Deeply informed by archival research, Spirits of the Black Meridian did not simply bring history to life. Rather, in its immersive synergy of word, wind, music, river, digital media, classical architecture and diverse performers, the show shook the foundations of a place where, down the centuries, the British establishment has delivered suffering and death to enslaved Africans and working-class people. The creative purpose, however, was not vengeance but political transformation. Channelling grief and rage into a production glinting with wit and gleaming with humanity, writer/director Hassan Mahamdallie and the collective presented a kaleidoscopic work of geomancy: a shamanic healing ritual that opened portals to the past and to an egalitarian future long envisioned by our ancestors.

On a cloudy evening, the audience gathered inside the gates of the College. Ahead on the manicured lawn stood the bright figure of the Griot: musician/composer Awate Abdalla, clad, like his sound system cart, in African prints. Against Christopher Wren’s looming columned edifice, Adballa’s vivid presence was a small, commanding flame. Aurally, his atmospheric mix of electronica, multi-instrumentation and found sound had a subliminally haunting effect. When, singing an explicitly colonial version of ‘Onward Christian Soldiers’, four figures in nineteenth-century dress appeared among us, I had a prickling sense that the ‘Spirits of the Black Meridian’ have long been lingering in Greenwich, waiting for us to finally pay them attention. 

As the Spirits informed us, the show’s historical starting point was 1884: the year the International Meridian Conference sliced the globe into time zones, centring on Greenwich as the port of the world’s largest Empire, and European powers carved up Africa amongst themselves at the Berlin Conference. From here, we were summoned to witness a Deptford bar fight, and then – the mercurial Joe Conteh quick-changing from pugilistic humour to dignified lament – back a century to hear writer and abolitionist Olaudah Equiano despairing of ever escaping enslavement. Later, the young African American poet Phyllis Wheatley – adeptly conjured by the effervescent Monique Walker – also yearned aloud for her freedom.

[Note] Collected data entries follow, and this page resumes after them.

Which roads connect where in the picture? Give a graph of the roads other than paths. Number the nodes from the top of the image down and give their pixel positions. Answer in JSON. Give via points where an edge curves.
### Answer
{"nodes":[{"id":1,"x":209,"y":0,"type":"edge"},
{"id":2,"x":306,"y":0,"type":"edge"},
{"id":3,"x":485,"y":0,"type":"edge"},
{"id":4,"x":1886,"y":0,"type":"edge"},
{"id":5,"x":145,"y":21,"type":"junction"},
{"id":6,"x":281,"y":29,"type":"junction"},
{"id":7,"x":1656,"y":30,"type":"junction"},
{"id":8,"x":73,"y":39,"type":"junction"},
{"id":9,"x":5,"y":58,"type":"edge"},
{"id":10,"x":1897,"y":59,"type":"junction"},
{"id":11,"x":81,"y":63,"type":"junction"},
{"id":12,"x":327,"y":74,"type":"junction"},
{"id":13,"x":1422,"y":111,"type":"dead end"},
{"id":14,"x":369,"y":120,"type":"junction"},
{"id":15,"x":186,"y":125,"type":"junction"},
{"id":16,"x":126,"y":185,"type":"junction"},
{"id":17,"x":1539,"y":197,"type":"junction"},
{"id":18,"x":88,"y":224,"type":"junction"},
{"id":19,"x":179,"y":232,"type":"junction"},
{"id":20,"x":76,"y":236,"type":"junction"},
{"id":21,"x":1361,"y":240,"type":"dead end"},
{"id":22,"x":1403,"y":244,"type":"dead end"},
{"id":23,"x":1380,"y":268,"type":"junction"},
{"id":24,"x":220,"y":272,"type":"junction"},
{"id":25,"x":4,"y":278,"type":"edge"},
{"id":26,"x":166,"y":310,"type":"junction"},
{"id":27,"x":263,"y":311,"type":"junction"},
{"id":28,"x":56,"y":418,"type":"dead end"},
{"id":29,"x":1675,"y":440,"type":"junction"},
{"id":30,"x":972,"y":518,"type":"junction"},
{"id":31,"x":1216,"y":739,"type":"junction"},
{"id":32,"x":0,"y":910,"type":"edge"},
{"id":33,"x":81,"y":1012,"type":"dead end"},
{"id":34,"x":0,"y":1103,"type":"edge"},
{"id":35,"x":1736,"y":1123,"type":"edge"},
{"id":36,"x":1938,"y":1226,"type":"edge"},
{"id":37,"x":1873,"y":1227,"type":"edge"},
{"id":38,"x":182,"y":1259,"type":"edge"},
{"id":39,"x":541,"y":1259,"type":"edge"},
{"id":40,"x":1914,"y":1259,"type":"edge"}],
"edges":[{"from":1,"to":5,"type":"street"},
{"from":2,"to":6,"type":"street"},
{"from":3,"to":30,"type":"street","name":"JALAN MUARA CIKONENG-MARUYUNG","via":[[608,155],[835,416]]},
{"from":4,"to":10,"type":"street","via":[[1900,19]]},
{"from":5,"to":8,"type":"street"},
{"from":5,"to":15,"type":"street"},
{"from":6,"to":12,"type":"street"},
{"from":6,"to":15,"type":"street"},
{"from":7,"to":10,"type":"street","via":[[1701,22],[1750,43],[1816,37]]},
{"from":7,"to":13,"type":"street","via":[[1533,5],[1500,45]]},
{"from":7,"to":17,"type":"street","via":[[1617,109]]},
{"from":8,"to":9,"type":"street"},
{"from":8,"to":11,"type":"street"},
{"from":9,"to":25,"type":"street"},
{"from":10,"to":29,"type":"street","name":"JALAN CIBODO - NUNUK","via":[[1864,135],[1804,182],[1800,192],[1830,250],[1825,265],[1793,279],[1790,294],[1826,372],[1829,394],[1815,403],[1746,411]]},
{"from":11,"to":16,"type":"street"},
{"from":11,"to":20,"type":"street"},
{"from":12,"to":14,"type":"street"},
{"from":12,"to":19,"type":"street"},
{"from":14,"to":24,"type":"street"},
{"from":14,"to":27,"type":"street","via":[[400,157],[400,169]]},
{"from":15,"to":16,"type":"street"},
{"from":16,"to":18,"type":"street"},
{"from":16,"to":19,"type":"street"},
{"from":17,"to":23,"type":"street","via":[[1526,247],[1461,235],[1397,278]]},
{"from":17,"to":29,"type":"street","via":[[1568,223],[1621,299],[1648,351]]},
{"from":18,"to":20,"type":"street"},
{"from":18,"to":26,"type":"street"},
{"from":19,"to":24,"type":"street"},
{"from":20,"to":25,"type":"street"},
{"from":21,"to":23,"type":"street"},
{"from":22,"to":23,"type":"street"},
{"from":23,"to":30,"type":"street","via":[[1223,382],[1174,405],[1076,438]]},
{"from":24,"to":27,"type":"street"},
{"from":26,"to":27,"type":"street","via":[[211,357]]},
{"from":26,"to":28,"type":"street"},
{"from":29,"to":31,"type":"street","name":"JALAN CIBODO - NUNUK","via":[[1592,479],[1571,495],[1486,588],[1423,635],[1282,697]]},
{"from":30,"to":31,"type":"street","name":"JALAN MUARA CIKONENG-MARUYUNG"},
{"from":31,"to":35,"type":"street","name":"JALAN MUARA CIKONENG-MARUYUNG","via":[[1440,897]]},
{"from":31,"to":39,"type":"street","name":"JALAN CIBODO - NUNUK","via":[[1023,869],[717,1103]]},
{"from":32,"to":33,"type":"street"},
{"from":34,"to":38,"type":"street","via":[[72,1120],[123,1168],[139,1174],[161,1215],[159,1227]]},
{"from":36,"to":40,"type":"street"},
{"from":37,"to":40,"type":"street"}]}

Defying stereotypes of victimhood, the show’s time-travelling vignettes deftly skipped between themes of oppression and resistance. Tyrone Huggins compelled as radical orator Robert Wedderburn, conveying a son’s intellectual and moral response to having a rapist slaveowner father; and as the enterprising ‘Black Joe’ – disabled seaman Joseph Johnson who busked, singing sea shanties, with a model of HMS Nelson on his head. In stirring portrayals of impoverished widow Anne Simmons and Chartist organiser Mary Anne Cuffay, Fiona Whitelaw evoked resourceful British histories of suffragism and resourceful interracialized working-class marriages. Drawing the audience into their worlds with humorous provocations, these characters also sparked thoughts of contemporary struggles: Wedderburn’s disquisition on the right of resistance suggesting links with Palestine; Cuffay’s description of a prison ship bound for Van Diemen’s Land painfully calling the Bibi Stockholm to mind. 

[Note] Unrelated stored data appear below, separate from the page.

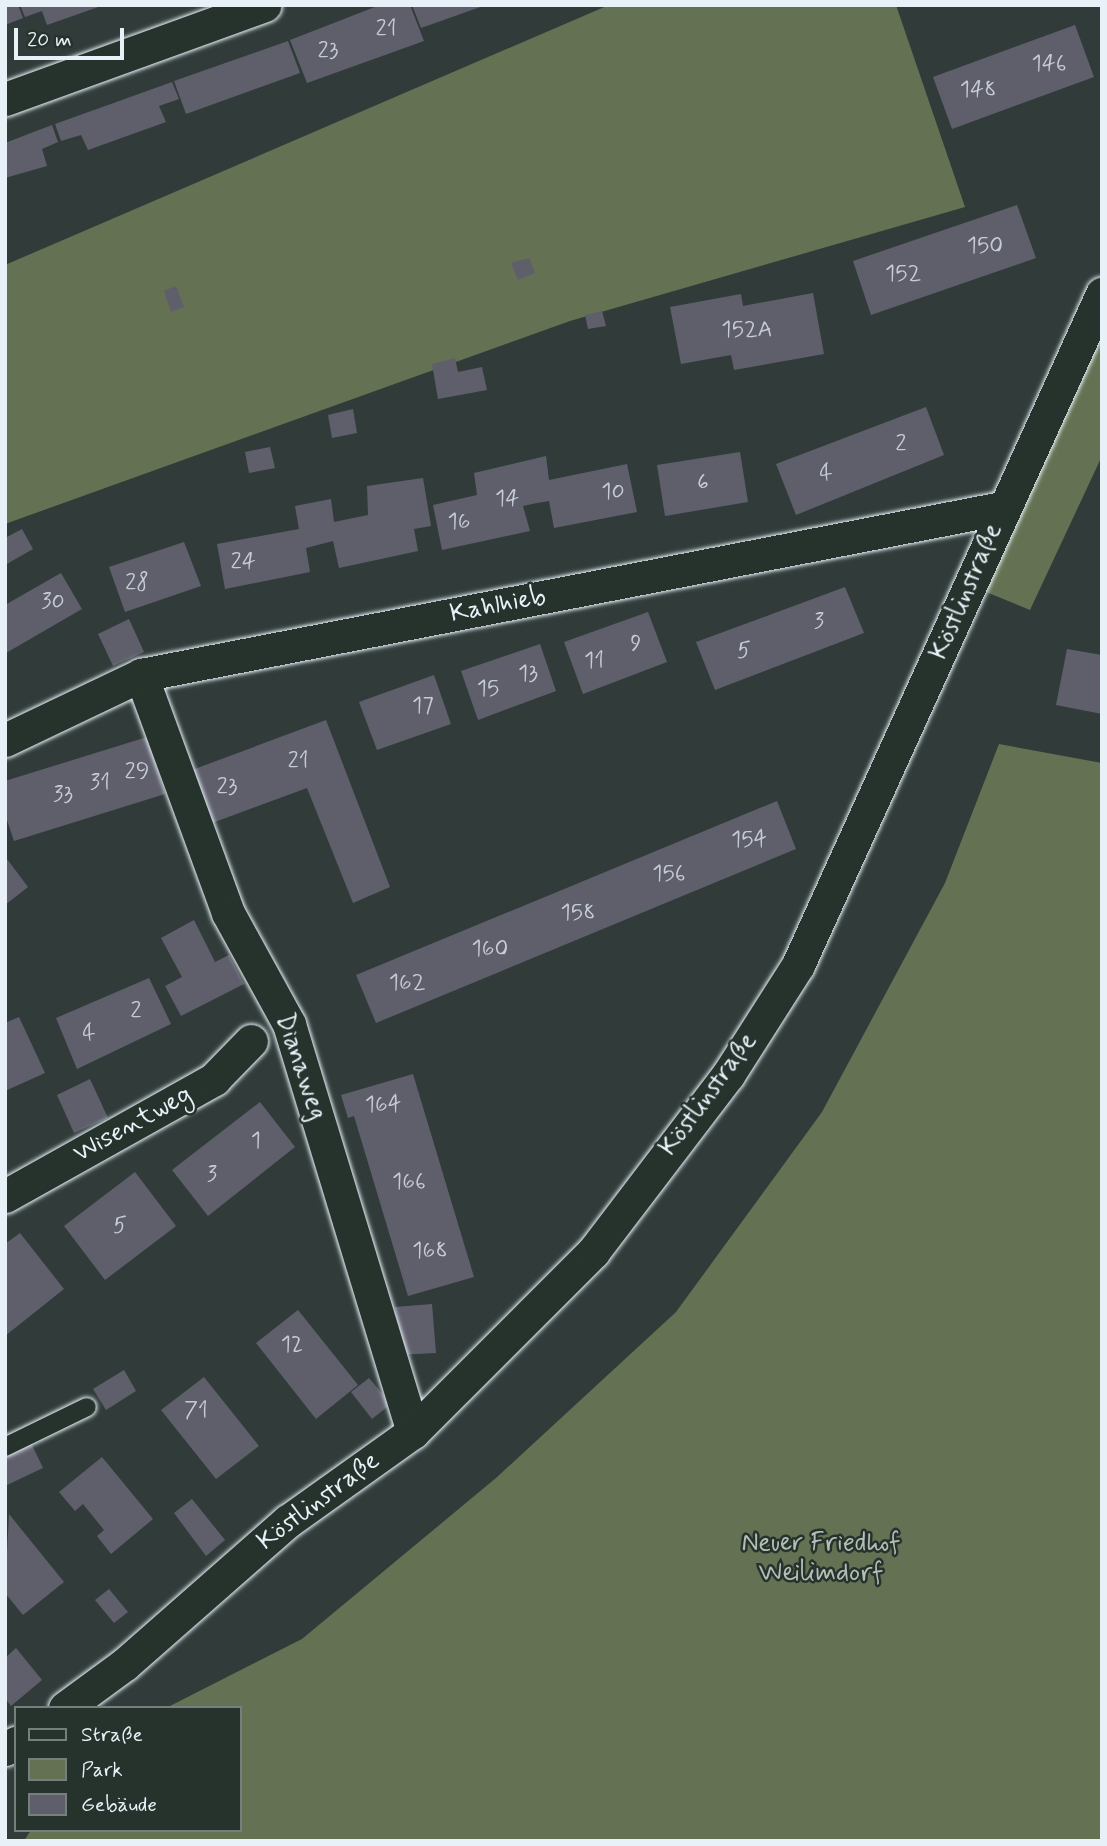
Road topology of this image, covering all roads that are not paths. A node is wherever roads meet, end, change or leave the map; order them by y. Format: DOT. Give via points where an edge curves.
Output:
graph roads {
  1 [pos="265,5"];
  2 [pos="5,99"];
  3 [pos="1102,293"];
  4 [pos="1002,508"];
  5 [pos="141,676"];
  6 [pos="5,740"];
  7 [pos="251,1041"];
  8 [pos="5,1196"];
  9 [pos="87,1407"];
  10 [pos="413,1432"];
  11 [pos="5,1447"];
  12 [pos="68,1706"];
  1 -- 2 [label="street"];
  3 -- 4 [label="street, Köstlinstraße"];
  4 -- 5 [label="street, Kahlhieb"];
  4 -- 10 [label="street, Köstlinstraße" via="912,719 798,965 728,1075 593,1252"];
  5 -- 6 [label="street, Kahlhieb"];
  5 -- 10 [label="street, Dianaweg" via="228,913 289,1024"];
  7 -- 8 [label="street, Wisentweg" via="214,1079"];
  9 -- 11 [label="lane"];
  10 -- 12 [label="street, Köstlinstraße" via="288,1521 125,1664"];
}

Wren’s monumental buildings were an imposing backdrop, but Mahamdallie cleverly subverted the classical serenity of the site to suggest threat – ropes that might hang Equiano – or wrested authority, with balconies, steps and royal statues used as platforms for protest or meditations on intergenerational trauma. Designer Rachana Jadhav and Soul City Arts wisely reserved visual digital effects until the end, when darkness fell and a wall of the Royal Naval Hospital hosted footage of old Greenwich pensioners and members of the Windrush generation. Ultimately, in a menacing then rapturous climax, linear history was sucked into a swirl of sharks, seas and galaxies – and Joseph Johnson re-appeared in glorious Sun Ra incarnation, turning time inside out and placing Blackness at the centre of our understanding of the universe.

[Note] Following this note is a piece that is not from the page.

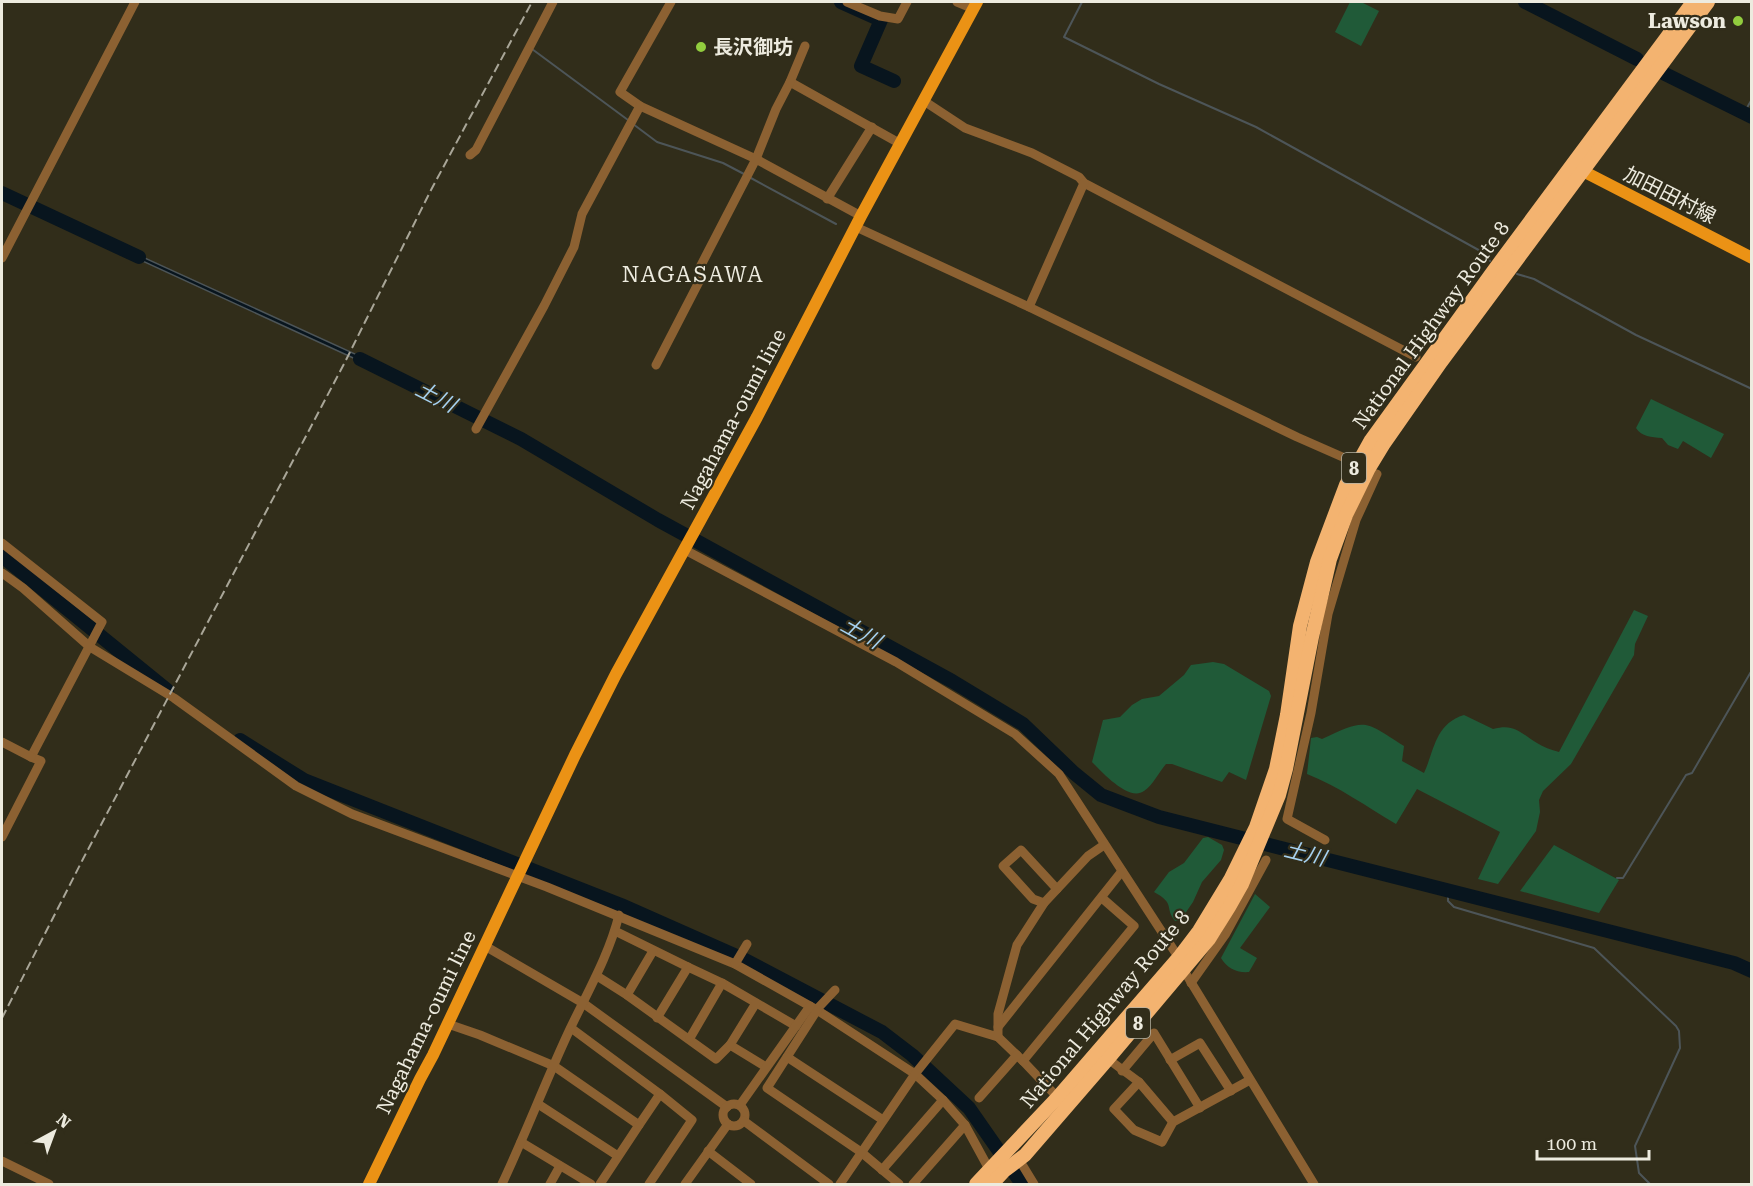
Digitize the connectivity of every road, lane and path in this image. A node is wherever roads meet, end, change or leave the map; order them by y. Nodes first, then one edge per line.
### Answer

Word is that Spirits of the Black Meridian will have a ‘second life’. By rights it should be a permanent feature of the London theatre calendar. Given, however, the show’s enormous potential to unite people around issues including anti-racism, economic inequality and the right to protest, more likely it will flash once more across our cultural horizons like a shooting star. Keep an eye out and catch it if you can.